In the event of minority government after the next election, the crossbench needs to commit to some lever pulling of their own. Not just throwing up a bunch of policies of their own, but in pursuing genuine structural reform that permanently transforms the institutions of state into something approaching a deliberative democracy. We must overthrow the competitive, confrontational, winner-takes-all, party-based assumptions that are baked into the current system and replace them with systems that demand genuine deliberation and accountability. We need to make it impossible for the major parties to enact bipartisan policy like AUKUS that ties up billions and billions of dollars for decades and makes it impossible to address issues like the cost-of-living crisis or the fact that men are killing women at the rate of four a week.
I’ll talk more about specific structural reforms over the coming months and will keep you up to date on some projects already underway.

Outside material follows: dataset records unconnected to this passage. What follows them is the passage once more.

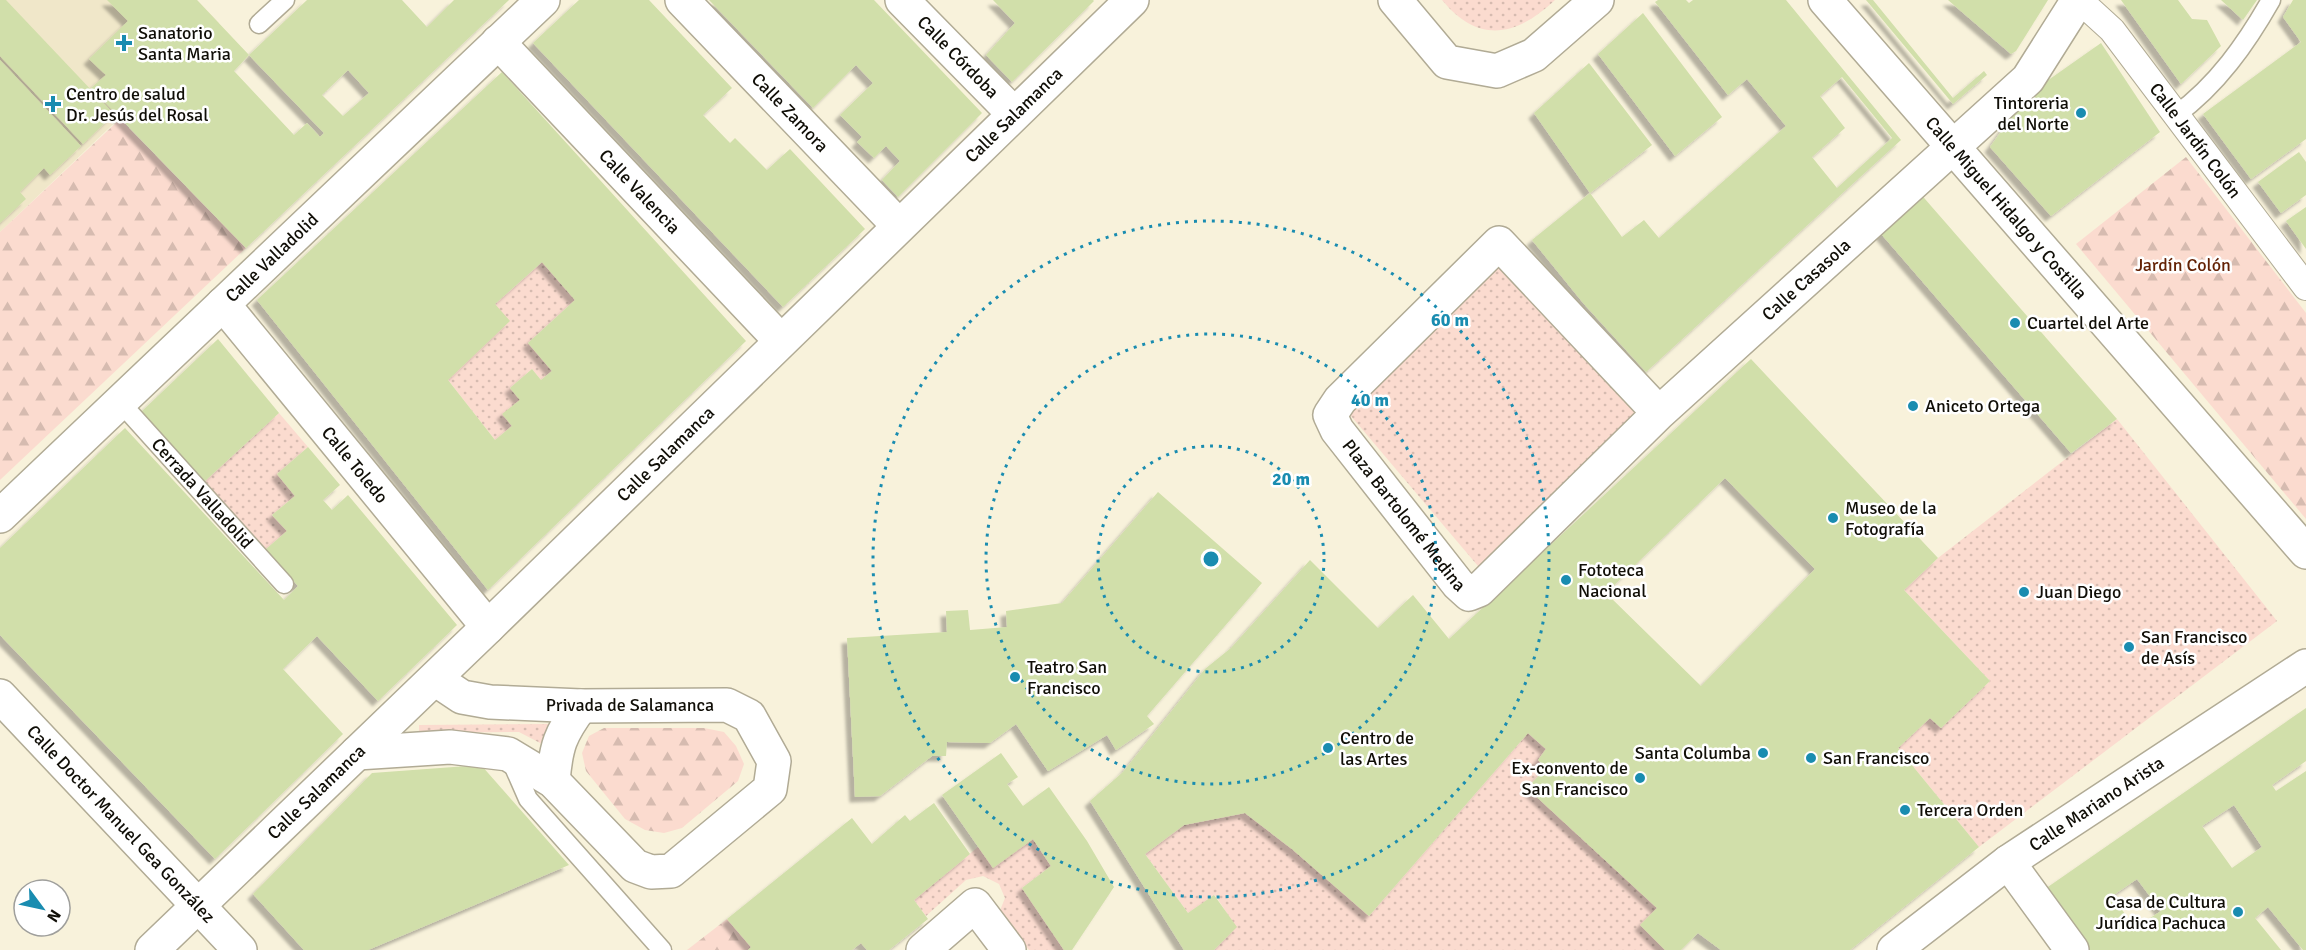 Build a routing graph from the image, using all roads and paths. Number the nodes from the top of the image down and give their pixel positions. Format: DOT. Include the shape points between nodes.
graph roads {
  1 [pos="285,0"];
  2 [pos="543,0"];
  3 [pos="682,0"];
  4 [pos="902,0"];
  5 [pos="1395,0"];
  6 [pos="1597,0"];
  7 [pos="1826,0"];
  8 [pos="2078,0"];
  9 [pos="2271,0"];
  10 [pos="1126,2"];
  11 [pos="259,24"];
  12 [pos="498,42"];
  13 [pos="1014,114"];
  14 [pos="2176,115"];
  15 [pos="1953,146"];
  16 [pos="899,226"];
  17 [pos="2306,287"];
  18 [pos="223,304"];
  19 [pos="781,341"];
  20 [pos="120,402"];
  21 [pos="1659,413"];
  22 [pos="0,516"];
  23 [pos="2306,552"];
  24 [pos="284,584"];
  25 [pos="488,627"];
  26 [pos="2306,666"];
  27 [pos="435,679"];
  28 [pos="0,696"];
  29 [pos="581,706"];
  30 [pos="357,753"];
  31 [pos="508,754"];
  32 [pos="554,781"];
  33 [pos="2008,862"];
  34 [pos="199,907"];
  35 [pos="152,950"];
  36 [pos="240,950"];
  37 [pos="662,950"];
  38 [pos="923,950"];
  39 [pos="1009,950"];
  40 [pos="1894,950"];
  41 [pos="2072,950"];
  1 -- 11 [label="lane"];
  2 -- 12 [label="street, Calle Valladolid"];
  3 -- 16 [label="street, Calle Zamora"];
  4 -- 13 [label="street, Calle Córdoba"];
  5 -- 6 [label="street" via="1447,62 1497,71 1534,55"];
  7 -- 15 [label="street, Calle Miguel Hidalgo y Costilla"];
  8 -- 14 [label="street, Calle Jardín Colón" via="2112,30"];
  8 -- 15 [label="street, Calle Casasola" via="2028,79"];
  9 -- 14 [label="lane" via="2252,34 2217,78"];
  10 -- 13 [label="street, Calle Salamanca"];
  12 -- 18 [label="street, Calle Valladolid"];
  12 -- 19 [label="street, Calle Valencia"];
  13 -- 16 [label="street, Calle Salamanca"];
  14 -- 17 [label="street, Calle Jardín Colón"];
  15 -- 21 [label="street, Calle Casasola"];
  15 -- 23 [label="street, Calle Miguel Hidalgo y Costilla"];
  16 -- 19 [label="street, Calle Salamanca"];
  18 -- 20 [label="street, Calle Valladolid"];
  18 -- 25 [label="street, Calle Toledo"];
  19 -- 25 [label="street, Calle Salamanca"];
  20 -- 22 [label="street, Calle Valladolid"];
  20 -- 24 [label="lane, Cerrada Valladolid"];
  21 -- 21 [label="street, Plaza Bartolomé Medina" via="1479,590 1469,594 1337,430 1330,416 1340,400 1498,243"];
  25 -- 27 [label="street, Calle Salamanca"];
  26 -- 33 [label="street, Calle Mariano Arista"];
  27 -- 29 [label="street, Privada de Salamanca" via="462,697"];
  27 -- 30 [label="street, Calle Salamanca"];
  28 -- 34 [label="street, Calle Doctor Manuel Gea González"];
  29 -- 32 [label="street" via="564,728 555,752"];
  29 -- 32 [label="street, Privada de Salamanca" via="727,705 749,716 774,761 770,789 671,871 651,872 635,866"];
  30 -- 31 [label="street" via="450,747"];
  30 -- 34 [label="street, Calle Salamanca"];
  31 -- 32 [label="street"];
  31 -- 37 [label="lane" via="528,799"];
  33 -- 40 [label="street, Calle Mariano Arista"];
  33 -- 41 [label="street"];
  34 -- 35 [label="street, Calle Salamanca"];
  34 -- 36 [label="street, Calle Doctor Manuel Gea González"];
  38 -- 39 [label="street" via="975,905"];
}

As Carl Sagan once said, "If you wish to make an apple pie from scratch, you must first invent the universe."
Steggall’s full press release on the matter is available here
Or "Seas the Day!" as my cruise ship key from a trip to Hobart last December says! (ref Carpe Diem). Yes - vast sums to feed the share dividends of US investors in WMD/AUKUS nonsense - and "budget surpluses" - definitely not the role of governments whose duty as you point out is to look after its people - not send our tax moneys abroad - nor to Ukraine/Israel either. Nor to hell-holes such as Nauru run on "our" behalf by US security companies! Keep up the clarity, Tim.
You know your stuff Tim, and you write so eloquently and articulately about it. I've never heard you speak, but I wonder if you would ever consider political representation? You seem to get the issues, and have a nose for what we can do to make progress. I'd vote for you in an instant!